* [PROBLEM DESCRIPTION]
Give back every record that follows, exactly as written.

----

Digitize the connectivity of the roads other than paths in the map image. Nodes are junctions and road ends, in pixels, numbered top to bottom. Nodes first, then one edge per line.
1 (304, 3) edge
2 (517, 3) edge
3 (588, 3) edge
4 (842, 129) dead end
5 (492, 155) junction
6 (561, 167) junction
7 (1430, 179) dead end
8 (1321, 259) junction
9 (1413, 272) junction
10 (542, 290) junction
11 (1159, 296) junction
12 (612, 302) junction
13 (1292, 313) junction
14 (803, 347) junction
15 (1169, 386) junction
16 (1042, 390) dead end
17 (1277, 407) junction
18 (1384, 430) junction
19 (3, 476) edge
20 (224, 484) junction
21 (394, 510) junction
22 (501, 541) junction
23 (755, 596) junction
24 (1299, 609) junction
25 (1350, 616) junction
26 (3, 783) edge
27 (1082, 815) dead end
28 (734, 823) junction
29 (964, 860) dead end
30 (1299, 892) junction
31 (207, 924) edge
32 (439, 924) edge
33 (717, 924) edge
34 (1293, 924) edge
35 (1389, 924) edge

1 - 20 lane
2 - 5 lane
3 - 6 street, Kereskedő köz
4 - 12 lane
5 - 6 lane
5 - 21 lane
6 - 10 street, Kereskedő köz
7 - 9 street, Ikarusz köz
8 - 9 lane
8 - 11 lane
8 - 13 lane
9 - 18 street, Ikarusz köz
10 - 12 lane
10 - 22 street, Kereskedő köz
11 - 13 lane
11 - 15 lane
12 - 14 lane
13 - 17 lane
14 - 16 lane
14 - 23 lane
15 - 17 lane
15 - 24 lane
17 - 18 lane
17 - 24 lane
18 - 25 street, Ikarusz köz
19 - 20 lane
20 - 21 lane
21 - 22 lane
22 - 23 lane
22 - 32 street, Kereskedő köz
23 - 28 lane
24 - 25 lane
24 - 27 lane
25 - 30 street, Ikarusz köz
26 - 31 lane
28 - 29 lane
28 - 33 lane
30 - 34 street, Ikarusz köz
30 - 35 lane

----

* [TASK SOLUTION]
Digitize the connectivity of the roads other than paths in the map image. Nodes are junctions and road ends, in pixels, numbered top to bottom. Nodes first, then one edge per line.
1 (304, 3) edge
2 (517, 3) edge
3 (588, 3) edge
4 (842, 129) dead end
5 (492, 155) junction
6 (561, 167) junction
7 (1430, 179) dead end
8 (1321, 259) junction
9 (1413, 272) junction
10 (542, 290) junction
11 (1159, 296) junction
12 (612, 302) junction
13 (1292, 313) junction
14 (803, 347) junction
15 (1169, 386) junction
16 (1042, 390) dead end
17 (1277, 407) junction
18 (1384, 430) junction
19 (3, 476) edge
20 (224, 484) junction
21 (394, 510) junction
22 (501, 541) junction
23 (755, 596) junction
24 (1299, 609) junction
25 (1350, 616) junction
26 (3, 783) edge
27 (1082, 815) dead end
28 (734, 823) junction
29 (964, 860) dead end
30 (1299, 892) junction
31 (207, 924) edge
32 (439, 924) edge
33 (717, 924) edge
34 (1293, 924) edge
35 (1389, 924) edge

1 - 20 lane
2 - 5 lane
3 - 6 street, Kereskedő köz
4 - 12 lane
5 - 6 lane
5 - 21 lane
6 - 10 street, Kereskedő köz
7 - 9 street, Ikarusz köz
8 - 9 lane
8 - 11 lane
8 - 13 lane
9 - 18 street, Ikarusz köz
10 - 12 lane
10 - 22 street, Kereskedő köz
11 - 13 lane
11 - 15 lane
12 - 14 lane
13 - 17 lane
14 - 16 lane
14 - 23 lane
15 - 17 lane
15 - 24 lane
17 - 18 lane
17 - 24 lane
18 - 25 street, Ikarusz köz
19 - 20 lane
20 - 21 lane
21 - 22 lane
22 - 23 lane
22 - 32 street, Kereskedő köz
23 - 28 lane
24 - 25 lane
24 - 27 lane
25 - 30 street, Ikarusz köz
26 - 31 lane
28 - 29 lane
28 - 33 lane
30 - 34 street, Ikarusz köz
30 - 35 lane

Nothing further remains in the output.